Орленок

Серёгин Илья
Орленок.
Недалеко от Вологды есть деревушка, в которой летами в детстве я жил с бабушкой и дедушкой. Это типичный детский отдых для людей моего поколения. Я с большим трепетом отношусь к той поре, воспоминания о ней священны для меня.
Одно из таких воспоминаний – это поход за молоком в Лесково. Бабушка покупала молоко у женщины, которая держала корову. Наливая молоко в тарочку, женщина-молочница всегда предлагала отпить теплую, жирную пенку. В этом было что-то противное и приятное одновременно.
Ходить нужно было через колхозное поле, детский лагерь «Орленок», небольшой, но высокий лес. Самой скучной частью пути было поле. В детстве оно казалось бескрайним. Ты шел под палящим солнцем, изнемогая и мучаясь, и жизнь казалась невыносимой, а ноша неподъемной… А вдалеке виднелись ворота лагеря.
Лагерь всегда жил веселой и шумной жизнью. В корпусах, в каждом окне, виднелись мальчишки и девчонки, на спортплощадках, у здания столовой, везде кипела жизнь. Играла музыка, пахло едой, вожатые перебегали от корпуса к корпусу, готовя к вечеру новые развлечения.
А потом был лес, тихий и прохладный. Земля была покрыта заячьей кислицей, вдоль тропки росли грибы путики (так называла их бабушка). Я так и не научился их узнавать, и теперь не представляю, что это за гриб такой. А кислицу мы называли киселкой (даже кисеУка, с неправильным звуком Л, как бабушкина сестра Тетя Нина).
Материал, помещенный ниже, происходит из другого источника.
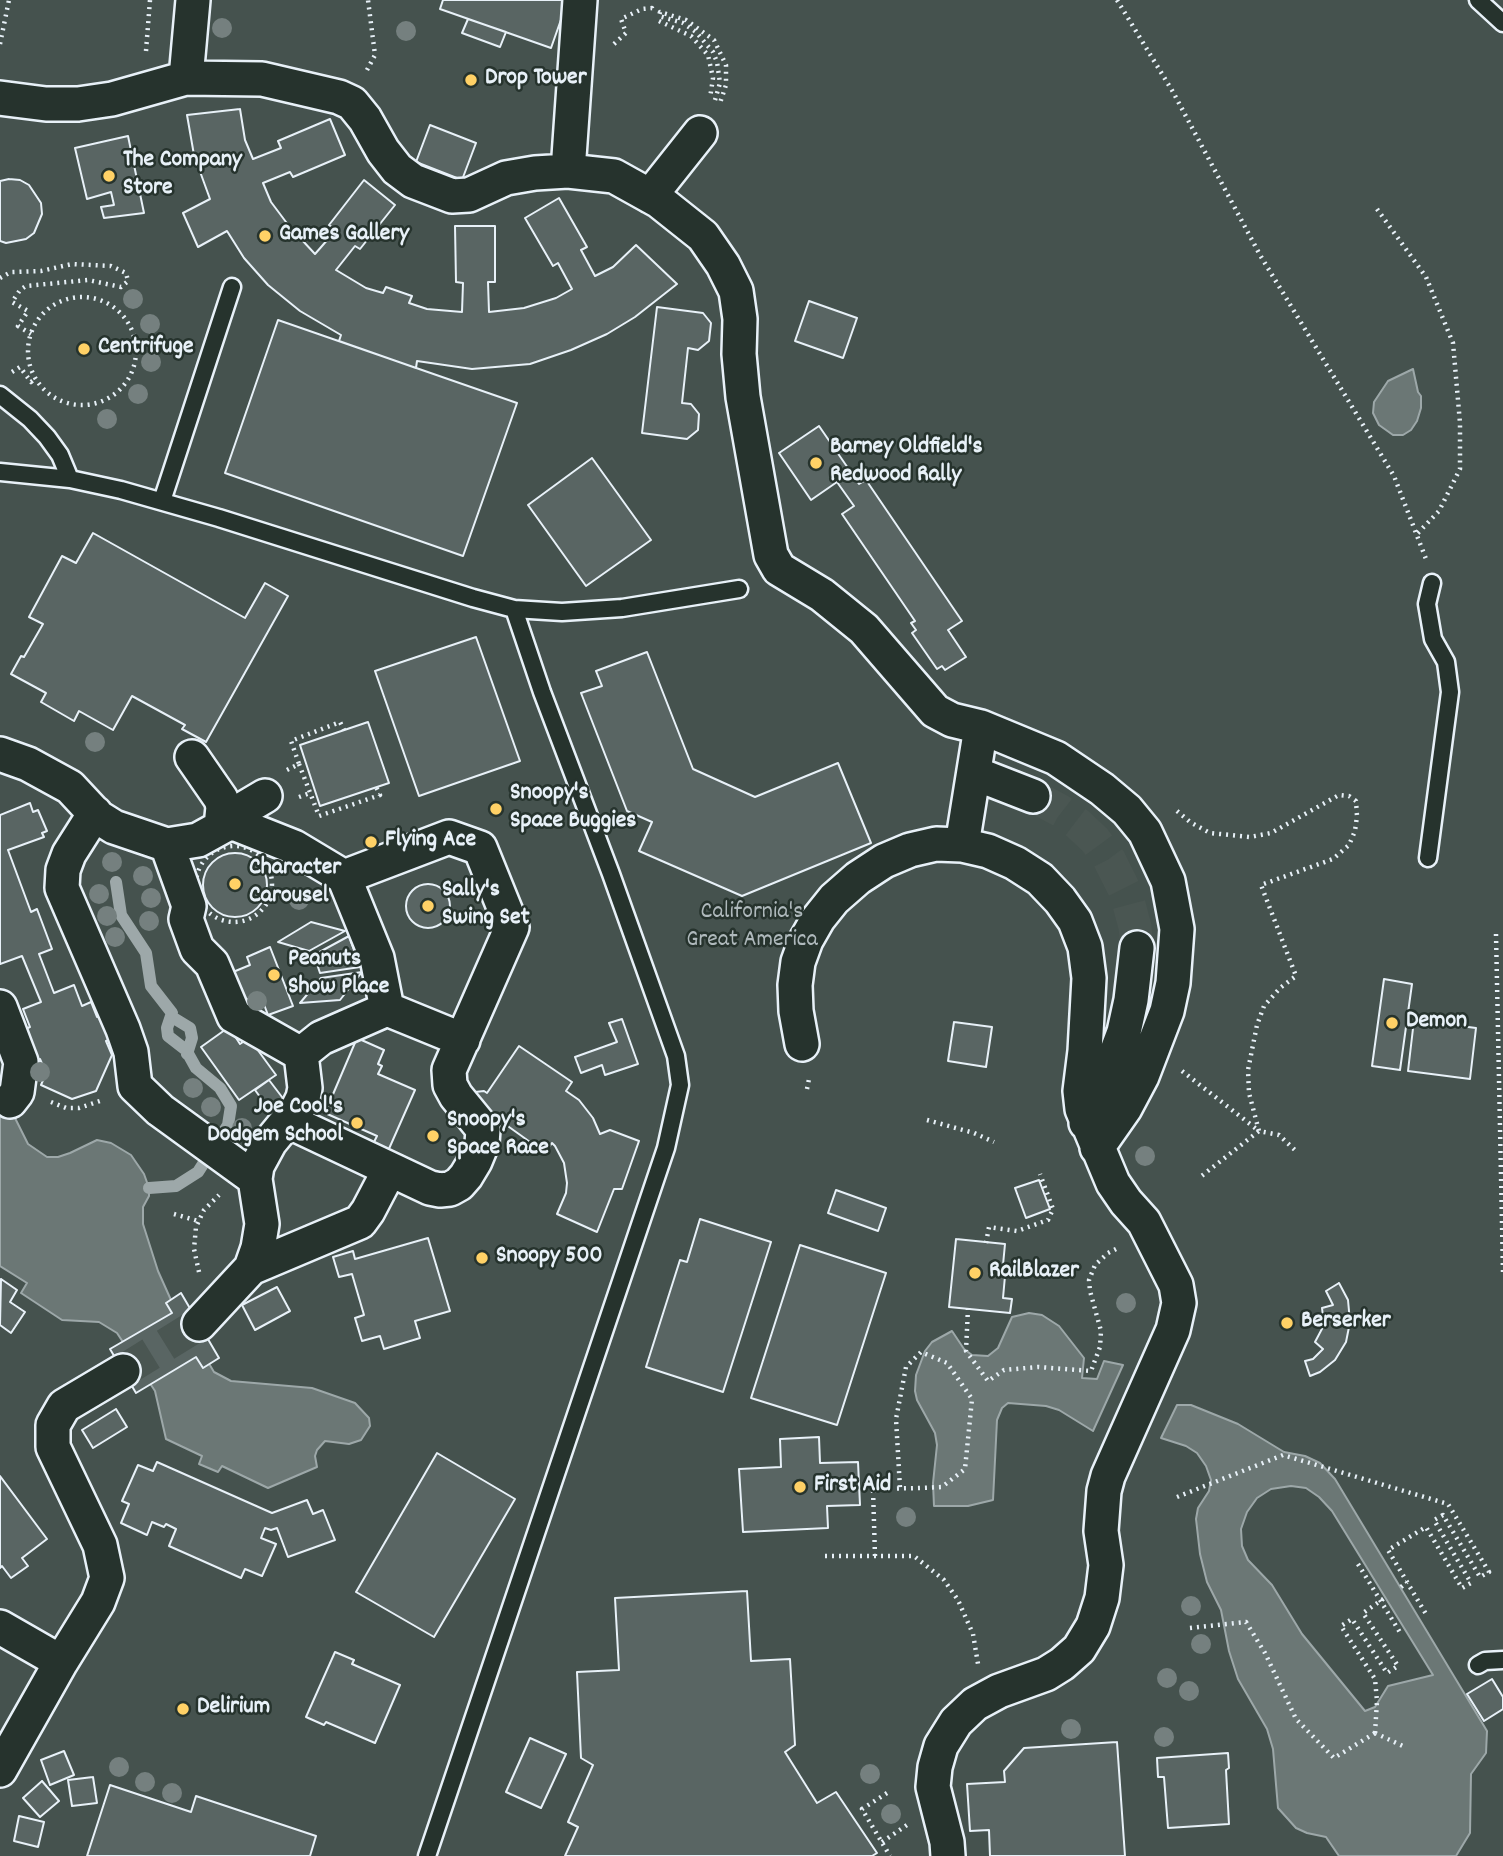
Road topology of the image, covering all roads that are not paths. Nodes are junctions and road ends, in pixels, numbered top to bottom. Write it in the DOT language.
graph roads {
  1 [pos="194,0"];
  2 [pos="580,0"];
  3 [pos="1478,0"];
  4 [pos="1503,23"];
  5 [pos="186,78"];
  6 [pos="0,99"];
  7 [pos="706,117"];
  8 [pos="568,171"];
  9 [pos="650,196"];
  10 [pos="232,286"];
  11 [pos="0,394"];
  12 [pos="0,472"];
  13 [pos="70,479"];
  14 [pos="162,501"];
  15 [pos="1432,583"];
  16 [pos="739,589"];
  17 [pos="513,609"];
  18 [pos="981,727"];
  19 [pos="0,754"];
  20 [pos="192,757"];
  21 [pos="974,773"];
  22 [pos="265,796"];
  23 [pos="1033,796"];
  24 [pos="95,813"];
  25 [pos="216,840"];
  26 [pos="167,845"];
  27 [pos="962,845"];
  28 [pos="1428,858"];
  29 [pos="344,877"];
  30 [pos="1137,948"];
  31 [pos="0,1007"];
  32 [pos="387,1009"];
  33 [pos="463,1040"];
  34 [pos="802,1044"];
  35 [pos="301,1054"];
  36 [pos="10,1101"];
  37 [pos="288,1121"];
  38 [pos="1091,1136"];
  39 [pos="241,1169"];
  40 [pos="390,1169"];
  41 [pos="251,1268"];
  42 [pos="208,1315"];
  43 [pos="123,1371"];
  44 [pos="0,1627"];
  45 [pos="1503,1660"];
  46 [pos="61,1662"];
  47 [pos="1478,1665"];
  48 [pos="0,1770"];
  49 [pos="427,1856"];
  50 [pos="948,1856"];
  1 -- 5 [label="street"];
  2 -- 8 [label="street"];
  3 -- 4 [label="lane"];
  5 -- 6 [label="street"];
  5 -- 8 [label="street"];
  7 -- 9 [label="street"];
  8 -- 9 [label="street"];
  9 -- 18 [label="street"];
  10 -- 14 [label="lane"];
  11 -- 13 [label="lane"];
  12 -- 13 [label="lane"];
  13 -- 14 [label="lane"];
  14 -- 17 [label="lane"];
  15 -- 28 [label="lane"];
  16 -- 17 [label="lane"];
  17 -- 49 [label="lane"];
  18 -- 21 [label="street"];
  18 -- 38 [label="street"];
  19 -- 24 [label="street"];
  20 -- 25 [label="street"];
  21 -- 23 [label="street"];
  21 -- 27 [label="street"];
  22 -- 25 [label="street"];
  24 -- 26 [label="street"];
  24 -- 39 [label="street"];
  25 -- 26 [label="street"];
  25 -- 29 [label="street"];
  26 -- 35 [label="street"];
  27 -- 34 [label="street"];
  27 -- 38 [label="street"];
  29 -- 32 [label="street"];
  29 -- 33 [label="street"];
  30 -- 38 [label="street"];
  31 -- 36 [label="street"];
  32 -- 33 [label="street"];
  32 -- 35 [label="street"];
  33 -- 40 [label="street"];
  35 -- 37 [label="street"];
  37 -- 39 [label="street"];
  37 -- 40 [label="street"];
  38 -- 50 [label="street"];
  39 -- 41 [label="street"];
  40 -- 41 [label="street"];
  41 -- 42 [label="street"];
  43 -- 46 [label="street"];
  44 -- 46 [label="street"];
  45 -- 47 [label="lane"];
  46 -- 48 [label="street"];
}
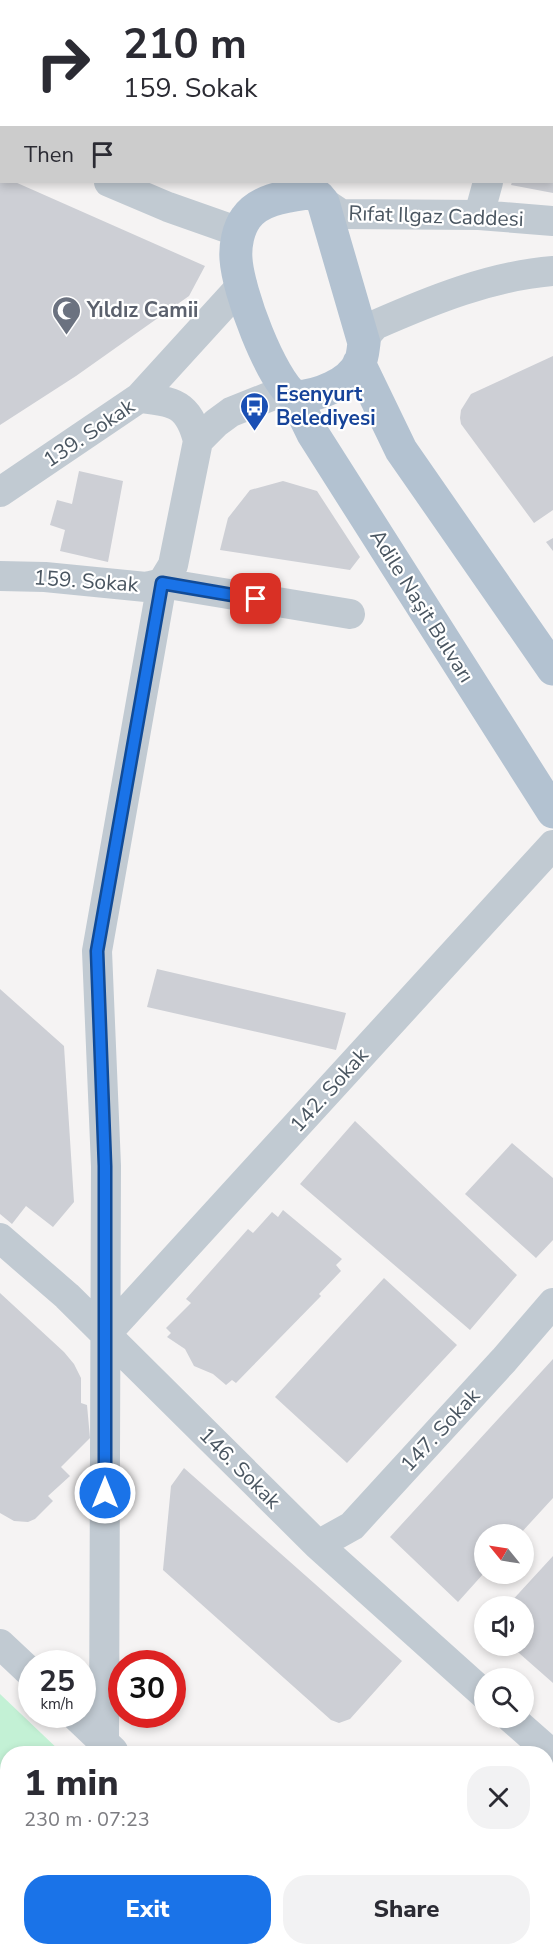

Весь этот путь в моей голове до сих пор в мельчайших подробностях жив, наполнен запахами и красками, мелочами, которые всплывают по мере воспоминаний. Это частичка моего счастливого детства, беззаботного, радостного времени, когда все просто и волшебно, когда лето – бесконечность, когда есть добро и зло, а ты умеешь их отличать…
Вчера я был в лагере «Орленок». Прошло почти 30 лет. Вдоль забора непролазный бурелом, на спортплощадках в высокой траве большие деревья, деревянные корпуса почернели, скособочились и темнеют в разросшейся траве разбитыми окнами. Кочегарка из красного кирпича, там, где заканчивается колхозное поле и начинается лагерь, выглядит страшно. Из нее ушла жизнь, она перестала давать тепло.
Раньше, заходя на территорию лагеря, первое, что я видел – была открытая дверь кочегарки. В печи, за дверцей топки, сверкало пламя. На скамеечке сидели мужики, курили, беседовали. Недалеко от входа возвышалась куча каменного угля, лежала, завалившись на бок тачка, а рядом удивительная, огромная лопата. Бурая железная труба уходила ввысь и казалась выше леса. А сверху удивительный флюгер в виде петуха. Теперь она не дымит. Теперь ее обступил лес, прижался так близко, что сушины, сваленные сильным ветром, лежат на крыше, а труба, словно окруженная неприятелем, кажется ниже. На всем отпечаток разрухи и вымирания, от всего веет унынием, тленом. Словно это место должно теперь мирозданию вернуть эмоциональный долг за радостный детский смех, за новых друзей, за теплые вечера, веселые игры…
Я вернулся в свое детство, прикоснулся к нему и отпрянул в ужасе. Нееет, это не то место, это его отражение в антимирах, там, где все поставлено с ног на голову. Стоп, но это же и есть мой мир, тот самый, в котором я живу! Почему, возвратившись в детский лагерь спустя годы, я не увидел эволюции? Новых, современных корпусов, крутых спортивных площадок, интересных развлечений. Почему я не увидел детей, отдыхающих летом в лагере? Счастливых, одуревших от свободы, чистого воздуха и переполненных эмоциями от новых знакомств и интересного общения.
Я не знаю что с нами. Мы больны, однозначно. Наше общество поражено опасным вирусом, а симптомы болезни – безразличие и беспамятство.